Deux hommes d'affaires du bâtiment arrêtés à Burgos pour exploitation de travailleurs immigrés et blanchiment d'argent
BURGOS 25 juin ( ) –
La Police Nationale de Burgos a arrêté deux entrepreneurs du secteur du bâtiment accusés de délits de traite d'êtres humains à des fins d'exploitation par le travail, de coercition, de blanchiment d'argent et de délits contre les droits des travailleurs.
Comme l'a rapporté jeudi la Sous-délégation du Gouvernement à Burgos, au début du mois d'avril dernier, un entrepreneur du secteur de la construction basé en Italie s'est rendu à Burgos pour superviser des travaux dans lesquels l'entrepreneur n'avait pas respecté ses obligations de paiement et a signalé à la Police Nationale les menaces téléphoniques subies.
Ce fait, ainsi que d'autres déjà connus et d'importance publique, a permis l'existence d'un grand nombre d'ouvriers du bâtiment, tous immigrés d'origine africaine, qui sont exploités comme main-d'œuvre dans divers projets en cours, tant dans la nouvelle construction que dans la réhabilitation des façades et l'amélioration énergétique des bâtiments.
De même, plusieurs plaintes ont été reçues au commissariat local de la police nationale d'Aranda de Duero (Burgos), dans lesquelles différents travailleurs d'origine étrangère ont déclaré avoir été victimes d'actes similaires, apparemment commis par les mêmes entreprises et personnes.
En effet, deux des travailleurs sont montés au sommet d'une grue placée sur un chantier de construction dans la zone de Fuentecillas, dans la capitale Burgos, pour exiger le paiement de leurs arriérés de salaire et dénoncer la situation d' »exploitation » à laquelle ils étaient soumis.
Compte tenu de ces faits, les enquêteurs de la Brigade Provinciale de l'Immigration et des Frontières de Burgos ont pu vérifier que toutes les plaintes étaient liées et qu'elles convergeaient vers une entreprise basée à Burgos, ainsi que vers les sous-traitants, qui avaient mis en place un système d'obtention de main d'œuvre bon marché, « qui limitait les droits des travailleurs embauchés tout en diluant la responsabilité de ceux qui en ont la charge ».
Après avoir identifié et recueilli les déclarations d'un nombre important de travailleurs immigrés, les conditions objectives de vulnérabilité découlant de leur situation administrative, de leur méconnaissance de la langue et de la réglementation du travail en Espagne ont été démontrées.

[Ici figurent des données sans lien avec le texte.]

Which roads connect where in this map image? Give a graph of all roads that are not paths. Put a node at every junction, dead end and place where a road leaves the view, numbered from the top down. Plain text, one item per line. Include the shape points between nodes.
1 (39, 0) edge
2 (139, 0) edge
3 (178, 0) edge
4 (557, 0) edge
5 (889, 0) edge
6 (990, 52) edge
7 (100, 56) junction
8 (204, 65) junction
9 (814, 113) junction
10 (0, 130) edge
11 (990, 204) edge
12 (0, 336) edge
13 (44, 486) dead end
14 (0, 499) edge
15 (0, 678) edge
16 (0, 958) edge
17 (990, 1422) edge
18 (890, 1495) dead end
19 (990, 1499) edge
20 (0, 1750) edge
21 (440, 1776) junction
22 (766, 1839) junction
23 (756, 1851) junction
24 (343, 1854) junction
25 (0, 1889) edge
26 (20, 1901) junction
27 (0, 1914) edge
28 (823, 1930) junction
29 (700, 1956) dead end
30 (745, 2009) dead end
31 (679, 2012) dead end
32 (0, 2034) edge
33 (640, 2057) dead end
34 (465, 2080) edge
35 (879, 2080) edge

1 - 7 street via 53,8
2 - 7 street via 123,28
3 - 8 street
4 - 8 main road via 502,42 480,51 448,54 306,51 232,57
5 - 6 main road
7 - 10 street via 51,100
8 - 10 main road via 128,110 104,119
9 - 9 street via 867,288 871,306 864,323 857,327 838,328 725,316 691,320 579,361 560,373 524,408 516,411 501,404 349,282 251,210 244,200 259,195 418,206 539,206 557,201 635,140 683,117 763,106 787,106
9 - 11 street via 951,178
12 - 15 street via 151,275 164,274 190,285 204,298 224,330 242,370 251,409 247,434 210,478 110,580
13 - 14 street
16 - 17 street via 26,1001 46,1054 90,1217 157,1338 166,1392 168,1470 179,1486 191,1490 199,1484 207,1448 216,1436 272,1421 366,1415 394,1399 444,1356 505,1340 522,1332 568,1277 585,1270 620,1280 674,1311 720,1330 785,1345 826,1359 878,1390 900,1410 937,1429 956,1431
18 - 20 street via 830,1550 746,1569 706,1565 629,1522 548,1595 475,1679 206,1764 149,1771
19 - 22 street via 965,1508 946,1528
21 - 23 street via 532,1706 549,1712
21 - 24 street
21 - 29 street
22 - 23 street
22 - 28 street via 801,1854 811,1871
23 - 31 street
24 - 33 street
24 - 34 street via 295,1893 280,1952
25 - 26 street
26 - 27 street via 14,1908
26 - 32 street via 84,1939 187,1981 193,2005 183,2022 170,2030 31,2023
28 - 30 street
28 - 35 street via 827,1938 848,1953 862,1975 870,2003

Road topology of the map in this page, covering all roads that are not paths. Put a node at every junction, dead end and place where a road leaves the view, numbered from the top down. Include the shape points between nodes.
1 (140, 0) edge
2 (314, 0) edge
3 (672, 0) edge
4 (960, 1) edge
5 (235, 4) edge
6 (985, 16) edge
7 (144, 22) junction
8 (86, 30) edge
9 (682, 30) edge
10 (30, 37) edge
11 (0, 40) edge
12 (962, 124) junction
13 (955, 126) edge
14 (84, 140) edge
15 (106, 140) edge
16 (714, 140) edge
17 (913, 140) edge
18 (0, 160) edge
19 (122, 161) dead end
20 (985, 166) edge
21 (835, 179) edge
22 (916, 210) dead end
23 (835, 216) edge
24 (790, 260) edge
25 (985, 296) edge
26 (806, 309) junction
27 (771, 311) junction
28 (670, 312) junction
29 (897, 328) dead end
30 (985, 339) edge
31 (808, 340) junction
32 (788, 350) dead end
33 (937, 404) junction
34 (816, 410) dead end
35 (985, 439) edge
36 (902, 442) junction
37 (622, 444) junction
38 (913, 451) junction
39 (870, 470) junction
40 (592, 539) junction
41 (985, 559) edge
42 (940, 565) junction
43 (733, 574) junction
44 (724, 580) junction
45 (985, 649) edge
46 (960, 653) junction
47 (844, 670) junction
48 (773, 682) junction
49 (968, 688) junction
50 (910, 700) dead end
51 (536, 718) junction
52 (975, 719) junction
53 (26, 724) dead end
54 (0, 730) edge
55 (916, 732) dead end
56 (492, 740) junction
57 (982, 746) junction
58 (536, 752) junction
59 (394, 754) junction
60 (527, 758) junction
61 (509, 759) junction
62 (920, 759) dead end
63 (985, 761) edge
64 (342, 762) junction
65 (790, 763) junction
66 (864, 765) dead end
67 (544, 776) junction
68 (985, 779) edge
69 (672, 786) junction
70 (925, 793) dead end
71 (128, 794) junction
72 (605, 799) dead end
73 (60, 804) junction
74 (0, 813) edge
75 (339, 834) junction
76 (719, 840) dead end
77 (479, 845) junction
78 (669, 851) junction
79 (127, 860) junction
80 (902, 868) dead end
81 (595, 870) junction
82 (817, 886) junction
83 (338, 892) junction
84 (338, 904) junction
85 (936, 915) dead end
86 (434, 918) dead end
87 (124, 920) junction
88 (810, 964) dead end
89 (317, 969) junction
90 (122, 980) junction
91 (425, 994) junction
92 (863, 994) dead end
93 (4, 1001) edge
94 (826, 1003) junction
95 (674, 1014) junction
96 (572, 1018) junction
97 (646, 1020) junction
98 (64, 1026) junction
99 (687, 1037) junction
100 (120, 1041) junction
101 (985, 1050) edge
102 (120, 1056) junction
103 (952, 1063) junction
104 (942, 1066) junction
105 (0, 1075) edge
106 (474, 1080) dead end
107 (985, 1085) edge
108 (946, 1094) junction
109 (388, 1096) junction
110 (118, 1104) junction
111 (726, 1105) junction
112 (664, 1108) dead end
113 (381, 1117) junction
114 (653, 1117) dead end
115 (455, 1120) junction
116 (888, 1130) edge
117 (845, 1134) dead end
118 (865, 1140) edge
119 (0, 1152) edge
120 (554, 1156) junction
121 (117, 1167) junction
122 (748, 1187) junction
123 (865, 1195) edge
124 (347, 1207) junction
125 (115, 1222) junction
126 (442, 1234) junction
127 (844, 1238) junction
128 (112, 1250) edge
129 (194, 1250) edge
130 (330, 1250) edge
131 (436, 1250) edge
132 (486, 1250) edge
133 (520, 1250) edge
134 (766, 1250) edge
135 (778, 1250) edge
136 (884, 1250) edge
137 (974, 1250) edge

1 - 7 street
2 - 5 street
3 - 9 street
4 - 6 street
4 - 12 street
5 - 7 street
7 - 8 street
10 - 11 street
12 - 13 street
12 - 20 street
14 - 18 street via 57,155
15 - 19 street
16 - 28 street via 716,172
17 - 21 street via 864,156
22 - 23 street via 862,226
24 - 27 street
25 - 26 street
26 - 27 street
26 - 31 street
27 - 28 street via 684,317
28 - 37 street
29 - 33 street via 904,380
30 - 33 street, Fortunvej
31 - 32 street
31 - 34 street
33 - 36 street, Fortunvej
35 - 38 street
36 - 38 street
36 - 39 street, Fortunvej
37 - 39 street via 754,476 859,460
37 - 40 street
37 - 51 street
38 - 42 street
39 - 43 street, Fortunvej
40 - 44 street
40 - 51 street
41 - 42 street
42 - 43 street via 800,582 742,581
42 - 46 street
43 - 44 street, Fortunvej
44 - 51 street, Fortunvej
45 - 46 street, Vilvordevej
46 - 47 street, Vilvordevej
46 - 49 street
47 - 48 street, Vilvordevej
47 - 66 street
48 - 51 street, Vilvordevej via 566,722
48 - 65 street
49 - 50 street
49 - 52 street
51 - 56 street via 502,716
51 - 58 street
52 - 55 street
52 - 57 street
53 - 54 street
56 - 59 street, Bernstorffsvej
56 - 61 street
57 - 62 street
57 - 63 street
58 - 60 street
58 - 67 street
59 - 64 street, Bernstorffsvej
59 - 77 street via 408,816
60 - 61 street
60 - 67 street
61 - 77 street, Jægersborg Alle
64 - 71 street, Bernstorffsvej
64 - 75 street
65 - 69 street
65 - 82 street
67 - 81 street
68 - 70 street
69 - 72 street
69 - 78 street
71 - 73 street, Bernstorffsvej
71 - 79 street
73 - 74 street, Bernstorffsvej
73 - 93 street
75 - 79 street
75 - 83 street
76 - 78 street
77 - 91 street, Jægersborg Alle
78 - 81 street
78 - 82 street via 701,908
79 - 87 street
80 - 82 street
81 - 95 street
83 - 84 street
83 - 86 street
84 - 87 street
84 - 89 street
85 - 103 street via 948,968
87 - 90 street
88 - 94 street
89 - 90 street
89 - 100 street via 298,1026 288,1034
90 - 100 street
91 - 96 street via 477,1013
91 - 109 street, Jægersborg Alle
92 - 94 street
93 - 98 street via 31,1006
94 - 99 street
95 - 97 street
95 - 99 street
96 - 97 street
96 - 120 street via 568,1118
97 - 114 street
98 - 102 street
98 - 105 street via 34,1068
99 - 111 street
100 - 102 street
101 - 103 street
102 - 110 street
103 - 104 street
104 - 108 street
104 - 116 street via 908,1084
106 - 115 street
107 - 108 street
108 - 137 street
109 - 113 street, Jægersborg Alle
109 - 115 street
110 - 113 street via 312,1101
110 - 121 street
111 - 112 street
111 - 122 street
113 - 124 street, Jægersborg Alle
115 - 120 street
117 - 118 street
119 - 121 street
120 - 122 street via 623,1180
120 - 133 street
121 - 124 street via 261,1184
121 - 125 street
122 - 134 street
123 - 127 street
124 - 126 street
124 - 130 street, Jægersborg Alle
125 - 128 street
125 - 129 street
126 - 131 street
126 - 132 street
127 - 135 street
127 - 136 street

En effet, plusieurs travailleurs ont été recrutés et transférés en Espagne en violation des réglementations administratives relatives au détachement de travailleurs au sein de l'UE, en plus de se voir proposer des conditions salariales qui n'ont pas été respectées. De même, à leur arrivée, les travailleurs étaient répartis dans des appartements et des lieux de résidence dans des conditions de surpeuplement, et ils effectuaient des journées de travail abusives allant jusqu'à 14 heures.
Pour prendre le contrôle des travailleurs, ils ont été soumis à des menaces et à des contraintes ; l'un des détenus a même brandi une arme à feu pour les intimider.